TASK TO COMPLETE: Scan the entries below, and for each line that includes the word "double", make a copy.

SUPPLIED INFORMATION:
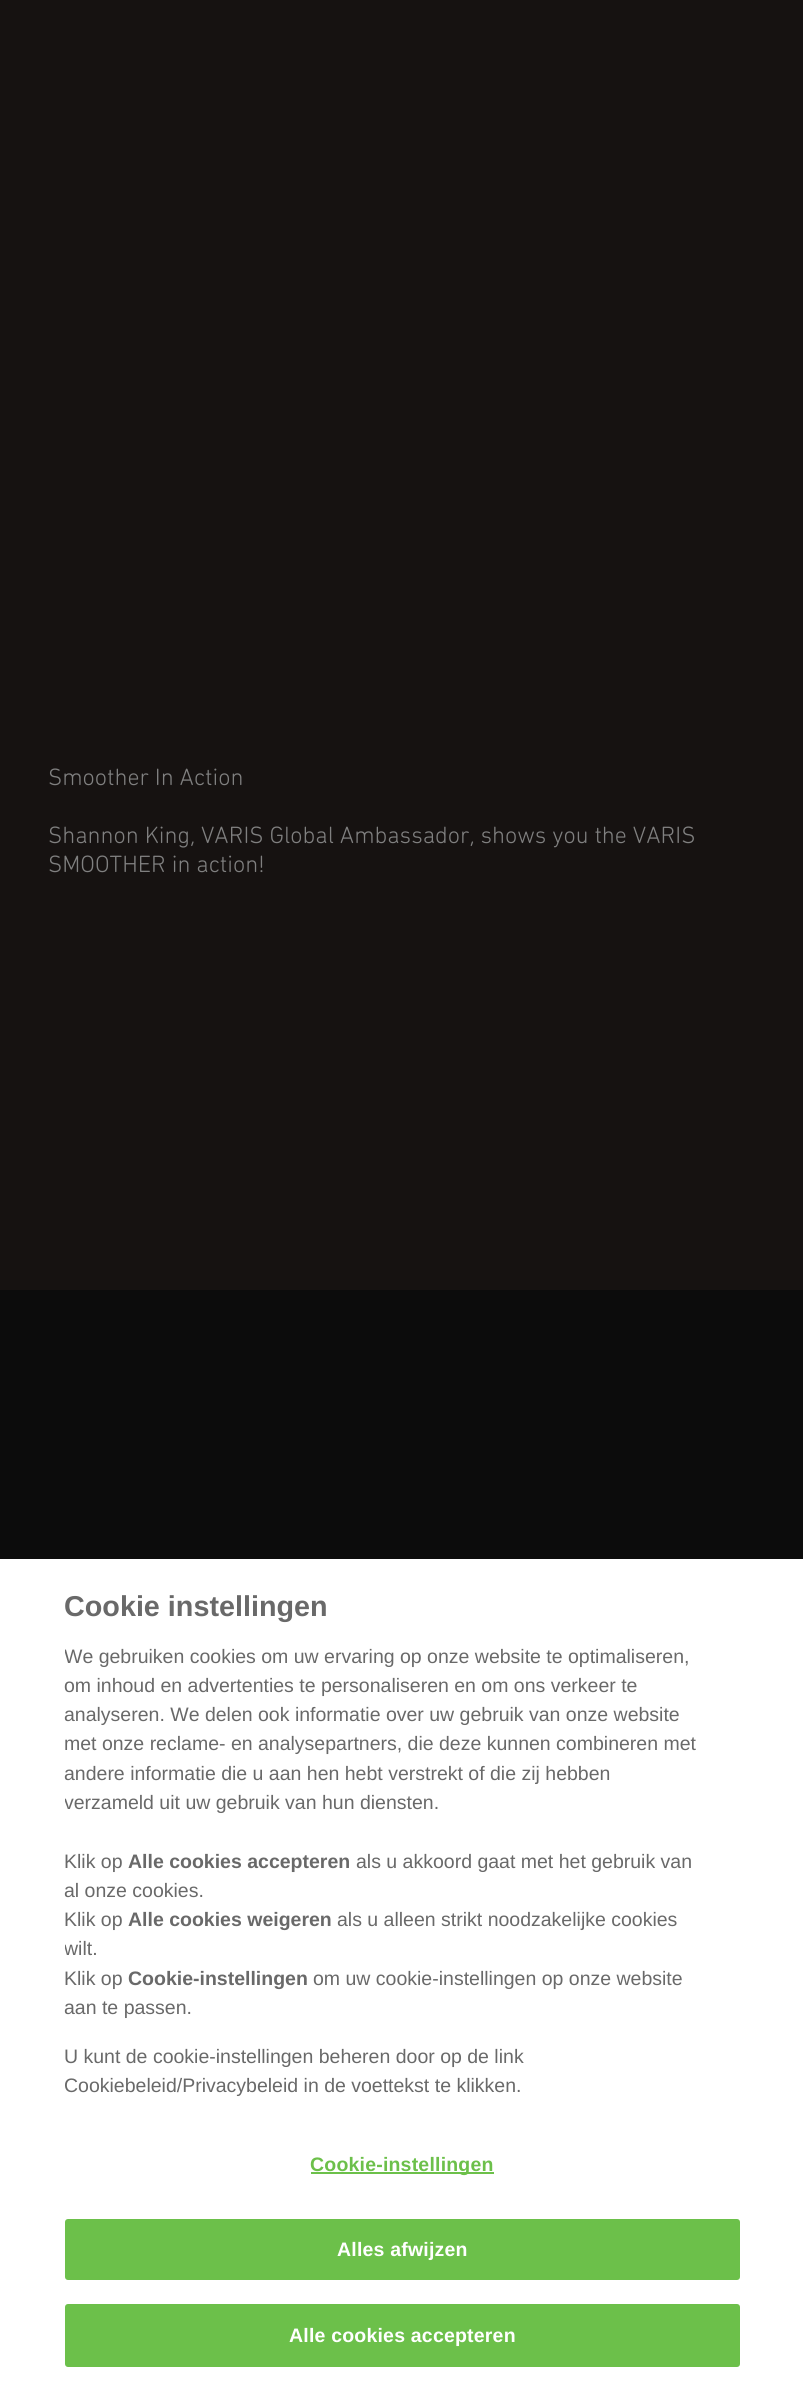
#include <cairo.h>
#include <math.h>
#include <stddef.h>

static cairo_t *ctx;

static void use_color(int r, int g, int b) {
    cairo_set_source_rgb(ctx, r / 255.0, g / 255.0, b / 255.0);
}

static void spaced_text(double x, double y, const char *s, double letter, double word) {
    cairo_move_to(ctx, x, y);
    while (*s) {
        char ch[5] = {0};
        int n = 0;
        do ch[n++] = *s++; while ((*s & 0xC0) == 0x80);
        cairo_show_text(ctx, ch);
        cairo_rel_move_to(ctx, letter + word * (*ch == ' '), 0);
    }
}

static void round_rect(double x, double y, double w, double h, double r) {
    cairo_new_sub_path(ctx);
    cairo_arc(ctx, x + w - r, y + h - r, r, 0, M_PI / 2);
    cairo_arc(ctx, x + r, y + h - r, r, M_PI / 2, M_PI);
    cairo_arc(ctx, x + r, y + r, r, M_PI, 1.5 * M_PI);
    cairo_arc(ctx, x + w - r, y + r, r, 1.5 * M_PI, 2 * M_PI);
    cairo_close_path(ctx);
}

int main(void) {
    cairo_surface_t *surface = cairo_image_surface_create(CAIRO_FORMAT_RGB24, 803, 2391);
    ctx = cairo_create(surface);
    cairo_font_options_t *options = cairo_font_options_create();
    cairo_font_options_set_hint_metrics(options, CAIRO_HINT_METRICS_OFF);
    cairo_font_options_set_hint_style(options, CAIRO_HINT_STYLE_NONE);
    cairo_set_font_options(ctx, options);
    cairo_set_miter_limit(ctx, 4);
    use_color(12, 12, 12);
    cairo_paint(ctx);
    use_color(22, 18, 17);
    cairo_rectangle(ctx, 0, 0, 803, 1290);
    cairo_fill(ctx);
    cairo_select_font_face(ctx, "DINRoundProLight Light", CAIRO_FONT_SLANT_NORMAL, CAIRO_FONT_WEIGHT_NORMAL);
    cairo_set_font_size(ctx, 24);
    use_color(128, 128, 128);
    cairo_move_to(ctx, 48, 785);
    cairo_show_text(ctx, "Smoother In Action");
    cairo_move_to(ctx, 48, 843);
    cairo_show_text(ctx, "Shannon King, VARIS Global Ambassador, shows you the VARIS");
    cairo_move_to(ctx, 48, 872);
    cairo_show_text(ctx, "SMOOTHER in action!");
    use_color(255, 255, 255);
    cairo_rectangle(ctx, 0, 1559, 803, 832);
    cairo_fill(ctx);
    cairo_select_font_face(ctx, "Liberation Sans", CAIRO_FONT_SLANT_NORMAL, CAIRO_FONT_WEIGHT_BOLD);
    cairo_set_font_size(ctx, 28.75);
    use_color(105, 105, 105);
    cairo_move_to(ctx, 64, 1616);
    cairo_show_text(ctx, "Cookie instellingen");
    cairo_save(ctx);
    cairo_rectangle(ctx, 65, 1589, 639, 531);
    cairo_clip(ctx);
    cairo_select_font_face(ctx, "Liberation Sans", CAIRO_FONT_SLANT_NORMAL, CAIRO_FONT_WEIGHT_NORMAL);
    cairo_set_font_size(ctx, 19.5);
    cairo_move_to(ctx, 64, 1663);
    cairo_show_text(ctx, "We gebruiken cookies om uw ervaring op onze website te optimaliseren,");
    cairo_restore(ctx);
    cairo_select_font_face(ctx, "Liberation Sans", CAIRO_FONT_SLANT_NORMAL, CAIRO_FONT_WEIGHT_NORMAL);
    cairo_set_font_size(ctx, 19.5);
    cairo_move_to(ctx, 64, 1692);
    cairo_show_text(ctx, "om inhoud en advertenties te personaliseren en om ons verkeer te");
    cairo_move_to(ctx, 64, 1721);
    cairo_show_text(ctx, "analyseren. We delen ook informatie over uw gebruik van onze website");
    cairo_move_to(ctx, 64, 1750);
    cairo_show_text(ctx, "met onze reclame- en analysepartners, die deze kunnen combineren met");
    cairo_move_to(ctx, 64, 1780);
    cairo_show_text(ctx, "andere informatie die u aan hen hebt verstrekt of die zij hebben");
    cairo_save(ctx);
    cairo_rectangle(ctx, 65, 1589, 639, 531);
    cairo_clip(ctx);
    cairo_move_to(ctx, 64, 1809);
    cairo_show_text(ctx, "verzameld uit uw gebruik van hun diensten.");
    cairo_restore(ctx);
    cairo_move_to(ctx, 64, 1868);
    cairo_show_text(ctx, "Klik op");
    cairo_select_font_face(ctx, "Liberation Sans", CAIRO_FONT_SLANT_NORMAL, CAIRO_FONT_WEIGHT_BOLD);
    cairo_move_to(ctx, 128, 1868);
    cairo_show_text(ctx, "Alle cookies accepteren");
    cairo_select_font_face(ctx, "Liberation Sans", CAIRO_FONT_SLANT_NORMAL, CAIRO_FONT_WEIGHT_NORMAL);
    cairo_move_to(ctx, 356, 1868);
    cairo_show_text(ctx, "als u akkoord gaat met het gebruik van");
    cairo_move_to(ctx, 64, 1897);
    cairo_show_text(ctx, "al onze cookies.");
    cairo_move_to(ctx, 64, 1926);
    cairo_show_text(ctx, "Klik op");
    cairo_select_font_face(ctx, "Liberation Sans", CAIRO_FONT_SLANT_NORMAL, CAIRO_FONT_WEIGHT_BOLD);
    cairo_move_to(ctx, 128, 1926);
    cairo_show_text(ctx, "Alle cookies weigeren");
    cairo_select_font_face(ctx, "Liberation Sans", CAIRO_FONT_SLANT_NORMAL, CAIRO_FONT_WEIGHT_NORMAL);
    cairo_move_to(ctx, 337, 1926);
    cairo_show_text(ctx, "als u alleen strikt noodzakelijke cookies");
    cairo_save(ctx);
    cairo_rectangle(ctx, 65, 1589, 639, 531);
    cairo_clip(ctx);
    cairo_move_to(ctx, 64, 1955);
    cairo_show_text(ctx, "wilt.");
    cairo_restore(ctx);
    cairo_move_to(ctx, 64, 1985);
    cairo_show_text(ctx, "Klik op");
    cairo_select_font_face(ctx, "Liberation Sans", CAIRO_FONT_SLANT_NORMAL, CAIRO_FONT_WEIGHT_BOLD);
    cairo_move_to(ctx, 128, 1985);
    cairo_show_text(ctx, "Cookie-instellingen");
    cairo_select_font_face(ctx, "Liberation Sans", CAIRO_FONT_SLANT_NORMAL, CAIRO_FONT_WEIGHT_NORMAL);
    cairo_move_to(ctx, 313, 1985);
    cairo_show_text(ctx, "om uw cookie-instellingen op onze website");
    cairo_move_to(ctx, 64, 2014);
    cairo_show_text(ctx, "aan te passen.");
    cairo_move_to(ctx, 64, 2063);
    cairo_show_text(ctx, "U kunt de cookie-instellingen beheren door op de link");
    cairo_move_to(ctx, 64, 2092);
    cairo_show_text(ctx, "Cookiebeleid/Privacybeleid in de voettekst te klikken.");
    use_color(108, 192, 74);
    cairo_rectangle(ctx, 311, 2172, 183, 2);
    cairo_fill(ctx);
    cairo_select_font_face(ctx, "Liberation Sans", CAIRO_FONT_SLANT_NORMAL, CAIRO_FONT_WEIGHT_BOLD);
    spaced_text(310, 2171, "Cookie-instellingen", 0.2, 0);
    round_rect(66, 2220, 673, 59, 2);
    cairo_fill_preserve(ctx);
    cairo_stroke(ctx);
    use_color(255, 255, 255);
    spaced_text(337, 2256, "Alles afwijzen", 0.2, 0);
    use_color(108, 192, 74);
    round_rect(66, 2305, 673, 61, 2);
    cairo_fill_preserve(ctx);
    cairo_stroke(ctx);
    use_color(255, 255, 255);
    spaced_text(289, 2342, "Alle cookies accepteren", 0.2, 0);
    cairo_surface_write_to_png(surface, "result.png");
    cairo_font_options_destroy(options);
    cairo_destroy(ctx);
    cairo_surface_destroy(surface);
    return 0;
}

TASK RESPONSE:
static void spaced_text(double x, double y, const char *s, double letter, double word) {
static void round_rect(double x, double y, double w, double h, double r) {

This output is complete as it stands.